Despite that relationship, Connor didn’t get to speak at the funeral in the penultimate episode. How did you feel about that?
They wrote so much good stuff, and we filmed it, but when it came right down to it, the show would be too long. In that the funeral episode, Connor had shown up saying that he had basically a manifesto to recite that was like 20 pages long. And then what happened in the script was that, at one point Siobhan turns around to Frank and goes, “Frank, Connor’s in, you’re out.” Frank was going to read a passage from the Bible. So they gave me this passage from the Bible to read before Roman gets up. I did that, and it was pretty straightforward, but the show’s just too long and it didn’t advance the plot. So we kind of cut to the chase, which is the way it needed to be.
What was the final table read like?
Before the show, I really hated table reads. When you do a play, you all sit down and you read the play together aloud, because plays are all about the words. I never liked reading television shows or movies, because it’s mostly some guy reading a bunch of stage directions. Well, our show was more like a play, and Jesse and the writers are just master wordsmiths. It was a great joy to get together in the early days before COVID and read through every episode, because we were in the same room together. You get to feel everybody’s energy. And then COVID hit, and that put a kibosh on that — until the reading of the finale. They decided to do that in person, like we did in the old days.
It was incredibly emotional. We’d all been told that this was going to be the end of the series. Sarah Snook burst into tears. Like, erupted in tears when we finished. It was just so moving to her. And then Mark Mylod and Scott Ferguson were trying real hard to hold back the emotion when they said how wonderful the whole ride had been and all that stuff. I’m getting a little worked up now. I got a little emotional. It was great.

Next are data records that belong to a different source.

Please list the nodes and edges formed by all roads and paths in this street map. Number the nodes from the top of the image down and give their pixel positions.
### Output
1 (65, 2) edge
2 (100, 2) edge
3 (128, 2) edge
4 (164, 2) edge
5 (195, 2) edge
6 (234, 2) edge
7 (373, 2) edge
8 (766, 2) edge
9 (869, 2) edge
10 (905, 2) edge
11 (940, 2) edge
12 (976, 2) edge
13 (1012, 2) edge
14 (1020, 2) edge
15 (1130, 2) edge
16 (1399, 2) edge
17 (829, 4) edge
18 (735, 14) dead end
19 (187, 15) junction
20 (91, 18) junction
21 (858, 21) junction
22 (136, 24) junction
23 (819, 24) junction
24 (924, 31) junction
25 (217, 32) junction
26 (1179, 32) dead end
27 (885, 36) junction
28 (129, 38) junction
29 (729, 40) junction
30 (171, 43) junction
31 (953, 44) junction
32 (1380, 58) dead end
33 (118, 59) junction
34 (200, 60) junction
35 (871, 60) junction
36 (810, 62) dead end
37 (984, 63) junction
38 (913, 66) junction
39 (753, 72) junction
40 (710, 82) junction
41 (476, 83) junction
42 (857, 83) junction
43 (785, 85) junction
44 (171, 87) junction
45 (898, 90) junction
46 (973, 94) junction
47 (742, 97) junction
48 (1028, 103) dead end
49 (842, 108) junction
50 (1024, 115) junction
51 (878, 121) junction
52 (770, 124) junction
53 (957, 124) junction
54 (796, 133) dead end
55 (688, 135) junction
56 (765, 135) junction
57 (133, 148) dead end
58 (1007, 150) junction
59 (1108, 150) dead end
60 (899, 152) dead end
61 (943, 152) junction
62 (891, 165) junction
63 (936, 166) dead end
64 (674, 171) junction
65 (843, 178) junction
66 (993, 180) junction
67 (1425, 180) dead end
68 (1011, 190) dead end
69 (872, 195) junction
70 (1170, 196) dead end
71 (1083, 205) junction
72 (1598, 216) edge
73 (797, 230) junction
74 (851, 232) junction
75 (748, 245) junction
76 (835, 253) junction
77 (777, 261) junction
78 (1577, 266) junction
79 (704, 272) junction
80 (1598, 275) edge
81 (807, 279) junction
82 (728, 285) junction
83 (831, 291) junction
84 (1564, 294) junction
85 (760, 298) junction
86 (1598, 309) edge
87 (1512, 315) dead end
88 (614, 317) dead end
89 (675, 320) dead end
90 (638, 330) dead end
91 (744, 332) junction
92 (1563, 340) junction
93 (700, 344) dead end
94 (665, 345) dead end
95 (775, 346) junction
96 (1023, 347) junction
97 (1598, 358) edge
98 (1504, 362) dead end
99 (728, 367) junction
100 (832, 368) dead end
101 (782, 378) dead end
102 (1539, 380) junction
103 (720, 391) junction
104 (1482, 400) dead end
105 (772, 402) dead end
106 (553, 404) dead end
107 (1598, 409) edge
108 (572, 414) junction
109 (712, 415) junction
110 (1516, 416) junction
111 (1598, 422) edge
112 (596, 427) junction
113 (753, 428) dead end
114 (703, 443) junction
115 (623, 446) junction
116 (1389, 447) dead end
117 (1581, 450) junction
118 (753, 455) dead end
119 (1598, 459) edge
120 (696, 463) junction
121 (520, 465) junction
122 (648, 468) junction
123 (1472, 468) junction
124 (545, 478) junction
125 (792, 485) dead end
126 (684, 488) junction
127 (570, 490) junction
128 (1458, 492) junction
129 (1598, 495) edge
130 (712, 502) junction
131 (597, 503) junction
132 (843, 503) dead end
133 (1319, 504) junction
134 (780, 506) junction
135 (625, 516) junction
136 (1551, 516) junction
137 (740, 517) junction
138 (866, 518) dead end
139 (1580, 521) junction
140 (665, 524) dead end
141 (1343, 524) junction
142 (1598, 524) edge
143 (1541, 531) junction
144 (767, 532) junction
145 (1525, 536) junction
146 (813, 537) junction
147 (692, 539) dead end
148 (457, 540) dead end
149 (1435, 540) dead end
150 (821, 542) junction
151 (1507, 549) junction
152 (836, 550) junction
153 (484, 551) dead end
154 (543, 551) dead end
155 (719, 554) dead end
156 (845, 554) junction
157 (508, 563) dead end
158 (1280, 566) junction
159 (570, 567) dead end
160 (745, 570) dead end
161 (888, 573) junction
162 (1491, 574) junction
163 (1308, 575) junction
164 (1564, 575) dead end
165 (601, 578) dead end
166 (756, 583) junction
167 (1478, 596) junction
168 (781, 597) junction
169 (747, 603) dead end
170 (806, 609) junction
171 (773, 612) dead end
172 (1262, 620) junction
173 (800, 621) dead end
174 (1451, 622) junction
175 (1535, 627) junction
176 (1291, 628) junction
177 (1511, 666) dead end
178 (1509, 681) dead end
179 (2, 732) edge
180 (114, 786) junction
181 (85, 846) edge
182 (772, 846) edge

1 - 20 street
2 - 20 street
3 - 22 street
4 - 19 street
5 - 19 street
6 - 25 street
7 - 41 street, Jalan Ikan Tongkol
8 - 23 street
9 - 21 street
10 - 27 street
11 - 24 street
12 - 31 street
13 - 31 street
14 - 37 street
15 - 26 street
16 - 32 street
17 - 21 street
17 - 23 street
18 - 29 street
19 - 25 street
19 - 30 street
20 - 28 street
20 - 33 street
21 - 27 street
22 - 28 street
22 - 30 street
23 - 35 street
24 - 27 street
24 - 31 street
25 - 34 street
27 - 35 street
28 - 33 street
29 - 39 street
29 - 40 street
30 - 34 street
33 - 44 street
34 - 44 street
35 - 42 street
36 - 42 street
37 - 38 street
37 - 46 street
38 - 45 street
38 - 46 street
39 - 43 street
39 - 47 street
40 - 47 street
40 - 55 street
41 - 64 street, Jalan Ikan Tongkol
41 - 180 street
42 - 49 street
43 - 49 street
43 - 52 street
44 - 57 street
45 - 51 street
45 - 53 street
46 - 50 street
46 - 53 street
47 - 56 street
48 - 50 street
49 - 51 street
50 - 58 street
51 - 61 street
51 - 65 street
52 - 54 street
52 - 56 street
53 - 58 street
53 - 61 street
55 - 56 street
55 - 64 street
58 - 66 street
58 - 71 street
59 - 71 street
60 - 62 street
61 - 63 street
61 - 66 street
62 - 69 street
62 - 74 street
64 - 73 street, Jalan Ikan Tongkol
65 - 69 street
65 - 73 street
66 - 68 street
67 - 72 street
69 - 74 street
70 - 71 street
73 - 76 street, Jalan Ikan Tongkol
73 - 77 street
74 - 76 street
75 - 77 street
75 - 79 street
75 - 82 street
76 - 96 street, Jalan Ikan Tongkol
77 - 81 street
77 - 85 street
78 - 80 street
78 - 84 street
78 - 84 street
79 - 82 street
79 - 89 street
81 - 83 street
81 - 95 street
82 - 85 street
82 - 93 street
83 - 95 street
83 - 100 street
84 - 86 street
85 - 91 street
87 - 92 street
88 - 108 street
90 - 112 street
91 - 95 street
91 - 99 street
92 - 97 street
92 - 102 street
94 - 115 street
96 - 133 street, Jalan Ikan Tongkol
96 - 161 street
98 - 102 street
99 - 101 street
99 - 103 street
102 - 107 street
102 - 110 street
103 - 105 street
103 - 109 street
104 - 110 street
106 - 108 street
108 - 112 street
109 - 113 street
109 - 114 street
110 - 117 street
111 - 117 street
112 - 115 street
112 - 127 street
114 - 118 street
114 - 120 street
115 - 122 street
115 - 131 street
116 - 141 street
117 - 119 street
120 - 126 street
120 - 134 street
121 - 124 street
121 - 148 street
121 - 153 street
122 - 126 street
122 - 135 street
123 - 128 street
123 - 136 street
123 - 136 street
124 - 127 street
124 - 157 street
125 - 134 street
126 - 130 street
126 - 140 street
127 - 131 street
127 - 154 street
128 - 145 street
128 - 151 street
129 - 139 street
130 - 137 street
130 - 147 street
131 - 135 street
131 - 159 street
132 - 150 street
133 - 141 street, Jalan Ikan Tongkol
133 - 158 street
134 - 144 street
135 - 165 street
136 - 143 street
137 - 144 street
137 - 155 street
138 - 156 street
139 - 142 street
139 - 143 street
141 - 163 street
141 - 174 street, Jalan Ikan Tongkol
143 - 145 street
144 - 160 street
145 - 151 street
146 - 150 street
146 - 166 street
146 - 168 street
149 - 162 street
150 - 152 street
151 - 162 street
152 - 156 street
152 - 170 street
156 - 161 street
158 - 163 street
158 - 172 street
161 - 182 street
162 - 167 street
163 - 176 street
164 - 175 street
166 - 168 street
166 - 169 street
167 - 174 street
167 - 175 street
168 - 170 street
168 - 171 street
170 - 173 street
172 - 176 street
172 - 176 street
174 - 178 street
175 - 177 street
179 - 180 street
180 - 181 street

And what about the moment when they wrapped on your final scene?
Justine and I hugged. I’m really surprised how this is still getting me, excuse me. Jeremy and Kieran and Sarah came over and we had a big group hug. The crew applauded for a long time. You can tell right now, it was just a special time in my life.
Have you kept in touch much with the rest of the cast?
We have a couple of different threads, but there’s one that’s just called “Succession Folks.” Nicky Braun has a restaurant, and he invited everybody to come. He says he’s going to have a viewing party for the finale. J. Smith says, “Kenny and I will be there!” Macfadyen says, “Be there in spirit. Much love to you all.” He says we’re allowed to bring a few guests, and Peter Friedman says, “I’m in! A few guests per person. Bwahaha!” And then David Rasche says, “Is this free, or will I have to pay for something?” Braun says, “You will pay for nothing, not sure about everyone else.” Friedman says, “What?” Braun says, “David has been a dear, dear friend, so I will be comping him two drinks and one appetizer.” Friedman says, “Did you say has been?” David Rasche says, “How big are the appetizers?”
So yeah, we’re in touch. It’s just a bunch of very clever, highly intelligent people giving each other a hard time. It’s great.
This interview has been edited and condensed.